#### WHAT THE TASK ASKS:
A faithful copy of each entry below is expected, with the images removed.
[DATA FOR THIS TASK — start]
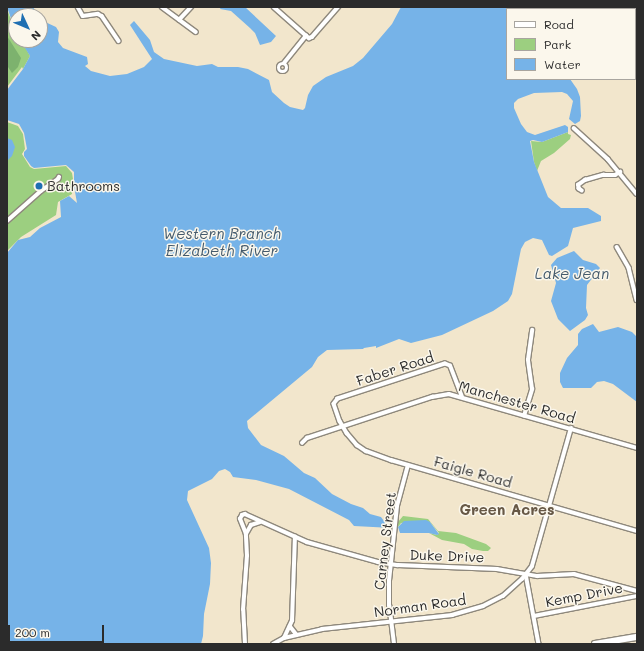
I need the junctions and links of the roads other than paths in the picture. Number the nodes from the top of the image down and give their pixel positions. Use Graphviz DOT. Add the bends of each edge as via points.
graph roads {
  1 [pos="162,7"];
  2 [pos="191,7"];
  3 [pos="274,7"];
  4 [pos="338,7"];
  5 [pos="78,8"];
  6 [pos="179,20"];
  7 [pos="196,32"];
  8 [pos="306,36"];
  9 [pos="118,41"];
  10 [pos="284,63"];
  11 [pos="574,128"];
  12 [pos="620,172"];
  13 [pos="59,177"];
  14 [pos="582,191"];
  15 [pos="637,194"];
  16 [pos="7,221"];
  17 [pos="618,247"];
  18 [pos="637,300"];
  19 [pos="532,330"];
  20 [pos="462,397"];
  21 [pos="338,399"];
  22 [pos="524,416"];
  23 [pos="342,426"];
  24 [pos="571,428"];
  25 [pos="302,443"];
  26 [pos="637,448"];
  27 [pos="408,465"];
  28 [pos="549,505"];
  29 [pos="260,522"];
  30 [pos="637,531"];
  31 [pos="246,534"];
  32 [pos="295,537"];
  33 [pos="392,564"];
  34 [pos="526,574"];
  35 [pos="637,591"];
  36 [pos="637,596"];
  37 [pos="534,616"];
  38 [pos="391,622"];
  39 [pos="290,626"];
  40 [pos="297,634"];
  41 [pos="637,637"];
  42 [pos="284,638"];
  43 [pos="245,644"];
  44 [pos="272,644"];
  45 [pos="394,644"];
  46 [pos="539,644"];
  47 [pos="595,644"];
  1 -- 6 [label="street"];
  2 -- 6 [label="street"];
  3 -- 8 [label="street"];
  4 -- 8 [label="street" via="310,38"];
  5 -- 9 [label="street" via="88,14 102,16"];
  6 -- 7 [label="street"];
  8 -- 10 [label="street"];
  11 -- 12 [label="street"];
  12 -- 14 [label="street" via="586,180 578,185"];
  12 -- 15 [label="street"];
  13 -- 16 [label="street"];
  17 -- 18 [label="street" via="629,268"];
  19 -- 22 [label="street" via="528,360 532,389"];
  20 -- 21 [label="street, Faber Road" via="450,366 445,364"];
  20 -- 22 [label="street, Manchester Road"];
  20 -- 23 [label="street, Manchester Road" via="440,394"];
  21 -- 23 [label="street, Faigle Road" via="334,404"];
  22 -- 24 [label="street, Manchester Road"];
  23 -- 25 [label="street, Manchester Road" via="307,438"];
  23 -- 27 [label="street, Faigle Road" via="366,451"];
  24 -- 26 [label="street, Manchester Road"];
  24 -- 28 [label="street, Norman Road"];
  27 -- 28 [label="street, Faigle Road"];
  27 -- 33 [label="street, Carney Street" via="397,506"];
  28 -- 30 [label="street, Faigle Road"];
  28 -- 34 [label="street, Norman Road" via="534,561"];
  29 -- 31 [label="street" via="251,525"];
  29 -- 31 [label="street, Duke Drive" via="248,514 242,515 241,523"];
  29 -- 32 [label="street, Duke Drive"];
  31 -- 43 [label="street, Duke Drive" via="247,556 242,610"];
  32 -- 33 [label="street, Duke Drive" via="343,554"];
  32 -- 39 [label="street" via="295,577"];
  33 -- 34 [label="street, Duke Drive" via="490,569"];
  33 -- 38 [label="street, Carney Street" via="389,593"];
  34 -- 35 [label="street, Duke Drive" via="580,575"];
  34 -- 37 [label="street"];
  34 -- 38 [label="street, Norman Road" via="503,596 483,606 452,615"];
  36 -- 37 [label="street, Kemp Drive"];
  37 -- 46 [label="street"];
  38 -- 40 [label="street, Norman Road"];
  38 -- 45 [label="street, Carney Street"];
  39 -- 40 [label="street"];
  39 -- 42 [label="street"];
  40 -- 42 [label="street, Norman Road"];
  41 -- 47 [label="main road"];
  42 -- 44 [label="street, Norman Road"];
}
[DATA FOR THIS TASK — finish]
#### ANSWER SPACE:
I need the junctions and links of the roads other than paths in the picture. Number the nodes from the top of the image down and give their pixel positions. Use Graphviz DOT. Add the bends of each edge as via points.
graph roads {
  1 [pos="162,7"];
  2 [pos="191,7"];
  3 [pos="274,7"];
  4 [pos="338,7"];
  5 [pos="78,8"];
  6 [pos="179,20"];
  7 [pos="196,32"];
  8 [pos="306,36"];
  9 [pos="118,41"];
  10 [pos="284,63"];
  11 [pos="574,128"];
  12 [pos="620,172"];
  13 [pos="59,177"];
  14 [pos="582,191"];
  15 [pos="637,194"];
  16 [pos="7,221"];
  17 [pos="618,247"];
  18 [pos="637,300"];
  19 [pos="532,330"];
  20 [pos="462,397"];
  21 [pos="338,399"];
  22 [pos="524,416"];
  23 [pos="342,426"];
  24 [pos="571,428"];
  25 [pos="302,443"];
  26 [pos="637,448"];
  27 [pos="408,465"];
  28 [pos="549,505"];
  29 [pos="260,522"];
  30 [pos="637,531"];
  31 [pos="246,534"];
  32 [pos="295,537"];
  33 [pos="392,564"];
  34 [pos="526,574"];
  35 [pos="637,591"];
  36 [pos="637,596"];
  37 [pos="534,616"];
  38 [pos="391,622"];
  39 [pos="290,626"];
  40 [pos="297,634"];
  41 [pos="637,637"];
  42 [pos="284,638"];
  43 [pos="245,644"];
  44 [pos="272,644"];
  45 [pos="394,644"];
  46 [pos="539,644"];
  47 [pos="595,644"];
  1 -- 6 [label="street"];
  2 -- 6 [label="street"];
  3 -- 8 [label="street"];
  4 -- 8 [label="street" via="310,38"];
  5 -- 9 [label="street" via="88,14 102,16"];
  6 -- 7 [label="street"];
  8 -- 10 [label="street"];
  11 -- 12 [label="street"];
  12 -- 14 [label="street" via="586,180 578,185"];
  12 -- 15 [label="street"];
  13 -- 16 [label="street"];
  17 -- 18 [label="street" via="629,268"];
  19 -- 22 [label="street" via="528,360 532,389"];
  20 -- 21 [label="street, Faber Road" via="450,366 445,364"];
  20 -- 22 [label="street, Manchester Road"];
  20 -- 23 [label="street, Manchester Road" via="440,394"];
  21 -- 23 [label="street, Faigle Road" via="334,404"];
  22 -- 24 [label="street, Manchester Road"];
  23 -- 25 [label="street, Manchester Road" via="307,438"];
  23 -- 27 [label="street, Faigle Road" via="366,451"];
  24 -- 26 [label="street, Manchester Road"];
  24 -- 28 [label="street, Norman Road"];
  27 -- 28 [label="street, Faigle Road"];
  27 -- 33 [label="street, Carney Street" via="397,506"];
  28 -- 30 [label="street, Faigle Road"];
  28 -- 34 [label="street, Norman Road" via="534,561"];
  29 -- 31 [label="street" via="251,525"];
  29 -- 31 [label="street, Duke Drive" via="248,514 242,515 241,523"];
  29 -- 32 [label="street, Duke Drive"];
  31 -- 43 [label="street, Duke Drive" via="247,556 242,610"];
  32 -- 33 [label="street, Duke Drive" via="343,554"];
  32 -- 39 [label="street" via="295,577"];
  33 -- 34 [label="street, Duke Drive" via="490,569"];
  33 -- 38 [label="street, Carney Street" via="389,593"];
  34 -- 35 [label="street, Duke Drive" via="580,575"];
  34 -- 37 [label="street"];
  34 -- 38 [label="street, Norman Road" via="503,596 483,606 452,615"];
  36 -- 37 [label="street, Kemp Drive"];
  37 -- 46 [label="street"];
  38 -- 40 [label="street, Norman Road"];
  38 -- 45 [label="street, Carney Street"];
  39 -- 40 [label="street"];
  39 -- 42 [label="street"];
  40 -- 42 [label="street, Norman Road"];
  41 -- 47 [label="main road"];
  42 -- 44 [label="street, Norman Road"];
}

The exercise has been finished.